Church of Scientology wants Supreme Court to block Danny Masterson rape accusers from suing Church
The Church of Scientology is trying to stop four women who accused actor and member Danny Masterson of rape from suing the church over allegations that the organization harassed and stalked them.
Through a 144-page petition filed Tuesday, the church asked the U.S. Supreme Court to help enforce its religious arbitration clause in its membership contract by overturning a court ruling California appeals court which ruled that the accusers were no longer bound by the contract because they had left the church.
The arbitration clause in the church’s contract prohibits members from taking legal action against the organization and instead requires members to go through a church-led dispute resolution process.
“Individuals have the First Amendment right to leave a religion. We find that once the claimants terminated their membership in the Church, they were not bound by its dispute resolution procedures to resolve the claims at issue here, which are based on alleged tortious conduct that occurred. after their separation from the Church and do not involve the resolution of ecclesiastical matters,” the decision read.
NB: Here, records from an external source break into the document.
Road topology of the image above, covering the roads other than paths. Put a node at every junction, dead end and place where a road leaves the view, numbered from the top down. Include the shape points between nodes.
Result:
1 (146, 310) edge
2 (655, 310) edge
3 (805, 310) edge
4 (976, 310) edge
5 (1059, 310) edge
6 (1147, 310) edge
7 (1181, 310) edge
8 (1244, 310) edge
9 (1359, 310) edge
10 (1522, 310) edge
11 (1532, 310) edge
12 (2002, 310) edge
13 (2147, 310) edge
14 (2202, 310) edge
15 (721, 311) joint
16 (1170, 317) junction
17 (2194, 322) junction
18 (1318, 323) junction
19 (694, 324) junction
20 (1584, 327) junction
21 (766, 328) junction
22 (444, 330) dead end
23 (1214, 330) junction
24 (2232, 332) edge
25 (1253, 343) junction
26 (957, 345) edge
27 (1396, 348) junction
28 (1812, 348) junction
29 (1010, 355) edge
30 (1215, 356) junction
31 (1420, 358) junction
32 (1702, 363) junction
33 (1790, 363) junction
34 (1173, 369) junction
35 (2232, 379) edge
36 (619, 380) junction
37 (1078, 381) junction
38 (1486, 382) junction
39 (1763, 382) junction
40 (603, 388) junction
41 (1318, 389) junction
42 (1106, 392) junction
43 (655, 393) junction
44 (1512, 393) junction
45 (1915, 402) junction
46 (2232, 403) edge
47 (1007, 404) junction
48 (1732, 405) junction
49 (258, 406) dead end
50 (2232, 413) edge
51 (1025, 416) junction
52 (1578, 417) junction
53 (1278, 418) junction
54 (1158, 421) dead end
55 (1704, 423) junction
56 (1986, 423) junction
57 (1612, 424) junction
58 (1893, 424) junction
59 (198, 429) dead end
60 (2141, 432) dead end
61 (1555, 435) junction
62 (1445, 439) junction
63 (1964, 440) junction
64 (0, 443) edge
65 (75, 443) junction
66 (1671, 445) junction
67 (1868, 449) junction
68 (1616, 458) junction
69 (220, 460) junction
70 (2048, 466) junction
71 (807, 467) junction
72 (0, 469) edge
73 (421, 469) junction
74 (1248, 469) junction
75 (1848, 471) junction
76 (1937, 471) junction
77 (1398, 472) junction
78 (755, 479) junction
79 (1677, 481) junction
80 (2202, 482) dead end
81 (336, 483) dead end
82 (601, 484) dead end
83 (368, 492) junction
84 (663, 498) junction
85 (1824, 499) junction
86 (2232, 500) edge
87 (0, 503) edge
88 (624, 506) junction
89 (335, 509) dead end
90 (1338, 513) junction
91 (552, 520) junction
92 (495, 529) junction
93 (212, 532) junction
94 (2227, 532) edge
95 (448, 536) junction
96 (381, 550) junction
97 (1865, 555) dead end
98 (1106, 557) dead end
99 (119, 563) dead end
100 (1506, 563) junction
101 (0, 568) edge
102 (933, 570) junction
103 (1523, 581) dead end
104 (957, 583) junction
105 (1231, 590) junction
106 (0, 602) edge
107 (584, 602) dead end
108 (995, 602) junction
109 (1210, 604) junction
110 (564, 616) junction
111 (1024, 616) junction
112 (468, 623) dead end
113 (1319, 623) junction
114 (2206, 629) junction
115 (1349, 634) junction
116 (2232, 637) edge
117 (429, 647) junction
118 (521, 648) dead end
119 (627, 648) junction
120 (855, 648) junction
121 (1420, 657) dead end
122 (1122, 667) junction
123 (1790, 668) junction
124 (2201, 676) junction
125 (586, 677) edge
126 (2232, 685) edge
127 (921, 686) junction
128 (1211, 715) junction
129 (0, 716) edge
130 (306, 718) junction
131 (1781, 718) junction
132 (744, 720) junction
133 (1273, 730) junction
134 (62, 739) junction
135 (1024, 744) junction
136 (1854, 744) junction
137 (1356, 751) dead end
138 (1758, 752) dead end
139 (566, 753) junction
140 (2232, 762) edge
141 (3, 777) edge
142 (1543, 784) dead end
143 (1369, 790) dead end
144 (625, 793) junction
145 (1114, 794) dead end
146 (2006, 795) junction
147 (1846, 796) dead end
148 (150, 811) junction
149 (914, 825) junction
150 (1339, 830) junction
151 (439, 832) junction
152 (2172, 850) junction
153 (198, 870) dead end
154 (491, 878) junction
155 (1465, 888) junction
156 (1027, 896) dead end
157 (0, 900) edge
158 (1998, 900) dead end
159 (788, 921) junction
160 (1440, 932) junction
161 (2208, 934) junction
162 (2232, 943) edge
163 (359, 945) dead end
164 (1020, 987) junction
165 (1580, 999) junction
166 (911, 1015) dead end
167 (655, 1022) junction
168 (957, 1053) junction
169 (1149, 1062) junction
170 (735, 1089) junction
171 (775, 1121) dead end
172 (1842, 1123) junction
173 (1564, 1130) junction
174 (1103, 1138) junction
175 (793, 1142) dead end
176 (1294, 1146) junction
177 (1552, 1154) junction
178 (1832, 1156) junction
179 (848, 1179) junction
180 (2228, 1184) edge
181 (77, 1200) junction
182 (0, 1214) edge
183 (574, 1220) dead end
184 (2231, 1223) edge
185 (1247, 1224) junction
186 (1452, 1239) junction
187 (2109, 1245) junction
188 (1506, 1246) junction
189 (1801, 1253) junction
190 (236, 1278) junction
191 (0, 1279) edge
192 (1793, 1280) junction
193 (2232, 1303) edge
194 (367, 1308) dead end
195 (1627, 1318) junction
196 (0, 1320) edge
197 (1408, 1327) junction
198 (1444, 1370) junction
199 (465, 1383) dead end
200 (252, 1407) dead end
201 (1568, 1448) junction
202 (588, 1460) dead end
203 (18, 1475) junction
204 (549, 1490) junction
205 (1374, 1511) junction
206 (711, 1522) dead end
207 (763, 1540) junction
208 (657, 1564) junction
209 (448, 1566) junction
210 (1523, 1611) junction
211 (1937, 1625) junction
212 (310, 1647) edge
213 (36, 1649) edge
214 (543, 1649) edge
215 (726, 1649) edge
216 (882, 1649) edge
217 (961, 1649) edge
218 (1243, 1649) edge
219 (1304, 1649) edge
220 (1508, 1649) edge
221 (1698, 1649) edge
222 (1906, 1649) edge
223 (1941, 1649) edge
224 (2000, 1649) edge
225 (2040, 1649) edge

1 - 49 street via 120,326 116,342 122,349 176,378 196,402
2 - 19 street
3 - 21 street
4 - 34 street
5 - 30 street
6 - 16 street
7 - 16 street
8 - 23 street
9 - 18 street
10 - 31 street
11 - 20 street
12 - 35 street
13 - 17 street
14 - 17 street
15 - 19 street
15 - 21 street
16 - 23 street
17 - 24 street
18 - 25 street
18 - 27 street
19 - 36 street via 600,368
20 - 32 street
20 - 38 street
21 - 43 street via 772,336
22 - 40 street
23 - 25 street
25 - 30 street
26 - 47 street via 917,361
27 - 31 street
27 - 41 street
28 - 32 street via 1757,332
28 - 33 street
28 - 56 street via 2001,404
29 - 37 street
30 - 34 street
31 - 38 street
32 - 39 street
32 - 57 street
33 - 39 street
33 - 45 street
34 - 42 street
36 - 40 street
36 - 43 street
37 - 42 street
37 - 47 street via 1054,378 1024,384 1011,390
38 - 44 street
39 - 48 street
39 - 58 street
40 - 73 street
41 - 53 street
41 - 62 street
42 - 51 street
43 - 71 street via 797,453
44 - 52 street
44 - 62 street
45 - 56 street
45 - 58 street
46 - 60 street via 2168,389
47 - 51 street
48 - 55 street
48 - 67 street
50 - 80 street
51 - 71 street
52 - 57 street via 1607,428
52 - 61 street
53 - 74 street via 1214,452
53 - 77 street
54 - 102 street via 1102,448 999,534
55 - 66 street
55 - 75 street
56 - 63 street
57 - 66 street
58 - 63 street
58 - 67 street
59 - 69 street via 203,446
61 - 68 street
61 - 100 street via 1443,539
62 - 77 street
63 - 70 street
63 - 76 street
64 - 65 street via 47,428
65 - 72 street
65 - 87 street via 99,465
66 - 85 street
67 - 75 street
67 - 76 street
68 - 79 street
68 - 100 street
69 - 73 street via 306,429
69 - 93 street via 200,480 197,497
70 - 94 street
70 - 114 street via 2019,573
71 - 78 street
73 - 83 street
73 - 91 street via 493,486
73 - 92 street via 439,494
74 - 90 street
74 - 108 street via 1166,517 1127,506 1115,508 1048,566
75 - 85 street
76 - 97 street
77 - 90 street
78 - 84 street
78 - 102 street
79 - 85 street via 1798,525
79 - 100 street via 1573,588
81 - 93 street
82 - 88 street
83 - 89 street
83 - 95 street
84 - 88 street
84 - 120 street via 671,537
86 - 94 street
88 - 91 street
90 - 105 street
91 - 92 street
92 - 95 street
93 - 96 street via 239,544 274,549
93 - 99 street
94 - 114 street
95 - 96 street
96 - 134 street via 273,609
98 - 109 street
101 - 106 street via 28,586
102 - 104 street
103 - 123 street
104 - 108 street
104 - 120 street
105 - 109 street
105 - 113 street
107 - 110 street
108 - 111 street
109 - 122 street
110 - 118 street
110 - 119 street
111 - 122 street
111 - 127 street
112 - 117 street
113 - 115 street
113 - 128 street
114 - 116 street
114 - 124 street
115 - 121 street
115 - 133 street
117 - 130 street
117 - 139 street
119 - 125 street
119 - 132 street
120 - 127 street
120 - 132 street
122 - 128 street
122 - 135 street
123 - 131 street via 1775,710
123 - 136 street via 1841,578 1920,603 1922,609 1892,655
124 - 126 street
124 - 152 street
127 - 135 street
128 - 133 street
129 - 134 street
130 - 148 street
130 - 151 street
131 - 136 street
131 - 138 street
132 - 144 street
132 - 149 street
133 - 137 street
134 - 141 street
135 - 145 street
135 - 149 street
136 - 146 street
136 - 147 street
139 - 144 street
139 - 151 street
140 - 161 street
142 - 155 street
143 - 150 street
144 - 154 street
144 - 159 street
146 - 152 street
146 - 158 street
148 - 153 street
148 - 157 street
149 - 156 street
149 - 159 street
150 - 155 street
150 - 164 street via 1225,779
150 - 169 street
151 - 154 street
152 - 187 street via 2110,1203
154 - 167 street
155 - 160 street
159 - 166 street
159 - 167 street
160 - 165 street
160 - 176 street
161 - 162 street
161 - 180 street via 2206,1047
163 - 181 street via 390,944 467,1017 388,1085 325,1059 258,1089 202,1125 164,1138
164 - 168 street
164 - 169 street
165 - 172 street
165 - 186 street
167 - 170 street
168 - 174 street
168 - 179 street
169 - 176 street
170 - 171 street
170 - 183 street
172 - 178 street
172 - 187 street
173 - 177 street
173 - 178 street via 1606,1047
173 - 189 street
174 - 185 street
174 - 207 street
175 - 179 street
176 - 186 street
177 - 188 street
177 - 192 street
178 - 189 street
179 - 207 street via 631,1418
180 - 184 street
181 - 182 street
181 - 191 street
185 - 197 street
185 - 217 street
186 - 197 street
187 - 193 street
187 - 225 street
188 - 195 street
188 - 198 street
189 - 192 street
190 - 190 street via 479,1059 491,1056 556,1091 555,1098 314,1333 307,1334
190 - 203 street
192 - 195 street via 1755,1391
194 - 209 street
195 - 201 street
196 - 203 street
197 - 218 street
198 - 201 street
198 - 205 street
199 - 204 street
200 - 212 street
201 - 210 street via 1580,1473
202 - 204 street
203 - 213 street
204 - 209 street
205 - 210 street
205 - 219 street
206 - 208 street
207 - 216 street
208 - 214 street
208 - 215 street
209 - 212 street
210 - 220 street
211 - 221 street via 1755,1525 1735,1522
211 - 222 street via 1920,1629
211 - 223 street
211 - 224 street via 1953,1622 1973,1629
The church pleads religious discrimination, saying the ruling violates its First Amendment rights.
“The notice arms the First Amendment against religious freedom, asserting that the First Amendment requires limitations applicable only to religious arbitration agreements – not secular arbitration agreements,” the petition reads.
The original harassment lawsuit was filed in August 2019 by four women, who accused Masterson of raping them, according to documents released in March 2017 by a reporter.
The women allege that the defendants – Masterson, the Church of Scientology and church leader David Miscavige – stalked and harassed them to intimidate them and prevent them from bringing rape charges against Masterson. The allegations include church members hacking into their email and security systems, killing their pets and threatening to murder them, which the church has denied.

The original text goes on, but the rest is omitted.